»»

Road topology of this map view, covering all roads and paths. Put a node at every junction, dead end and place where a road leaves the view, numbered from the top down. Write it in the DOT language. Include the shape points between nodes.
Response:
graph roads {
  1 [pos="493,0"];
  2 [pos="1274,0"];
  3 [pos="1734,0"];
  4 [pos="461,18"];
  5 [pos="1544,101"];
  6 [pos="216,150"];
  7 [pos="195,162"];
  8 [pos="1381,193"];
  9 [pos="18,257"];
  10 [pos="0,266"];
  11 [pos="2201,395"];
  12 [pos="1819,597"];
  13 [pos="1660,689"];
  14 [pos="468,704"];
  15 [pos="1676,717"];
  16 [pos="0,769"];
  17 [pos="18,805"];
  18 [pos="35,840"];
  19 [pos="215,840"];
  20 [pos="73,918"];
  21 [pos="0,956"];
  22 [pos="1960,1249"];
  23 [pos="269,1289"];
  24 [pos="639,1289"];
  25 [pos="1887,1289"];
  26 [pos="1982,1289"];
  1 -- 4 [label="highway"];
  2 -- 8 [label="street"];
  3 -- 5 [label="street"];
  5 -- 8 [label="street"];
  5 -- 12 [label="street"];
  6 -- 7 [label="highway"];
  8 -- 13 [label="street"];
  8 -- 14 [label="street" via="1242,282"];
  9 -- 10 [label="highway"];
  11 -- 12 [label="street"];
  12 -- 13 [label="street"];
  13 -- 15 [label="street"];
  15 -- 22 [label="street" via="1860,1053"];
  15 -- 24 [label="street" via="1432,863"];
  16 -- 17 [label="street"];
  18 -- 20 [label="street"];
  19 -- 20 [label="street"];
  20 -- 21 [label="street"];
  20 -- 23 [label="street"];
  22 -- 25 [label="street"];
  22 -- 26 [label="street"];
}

««

### The task
Exactly reproduce every line of the data above.

### Reply to the exercise
Road topology of this map view, covering all roads and paths. Put a node at every junction, dead end and place where a road leaves the view, numbered from the top down. Write it in the DOT language. Include the shape points between nodes.
Response:
graph roads {
  1 [pos="493,0"];
  2 [pos="1274,0"];
  3 [pos="1734,0"];
  4 [pos="461,18"];
  5 [pos="1544,101"];
  6 [pos="216,150"];
  7 [pos="195,162"];
  8 [pos="1381,193"];
  9 [pos="18,257"];
  10 [pos="0,266"];
  11 [pos="2201,395"];
  12 [pos="1819,597"];
  13 [pos="1660,689"];
  14 [pos="468,704"];
  15 [pos="1676,717"];
  16 [pos="0,769"];
  17 [pos="18,805"];
  18 [pos="35,840"];
  19 [pos="215,840"];
  20 [pos="73,918"];
  21 [pos="0,956"];
  22 [pos="1960,1249"];
  23 [pos="269,1289"];
  24 [pos="639,1289"];
  25 [pos="1887,1289"];
  26 [pos="1982,1289"];
  1 -- 4 [label="highway"];
  2 -- 8 [label="street"];
  3 -- 5 [label="street"];
  5 -- 8 [label="street"];
  5 -- 12 [label="street"];
  6 -- 7 [label="highway"];
  8 -- 13 [label="street"];
  8 -- 14 [label="street" via="1242,282"];
  9 -- 10 [label="highway"];
  11 -- 12 [label="street"];
  12 -- 13 [label="street"];
  13 -- 15 [label="street"];
  15 -- 22 [label="street" via="1860,1053"];
  15 -- 24 [label="street" via="1432,863"];
  16 -- 17 [label="street"];
  18 -- 20 [label="street"];
  19 -- 20 [label="street"];
  20 -- 21 [label="street"];
  20 -- 23 [label="street"];
  22 -- 25 [label="street"];
  22 -- 26 [label="street"];
}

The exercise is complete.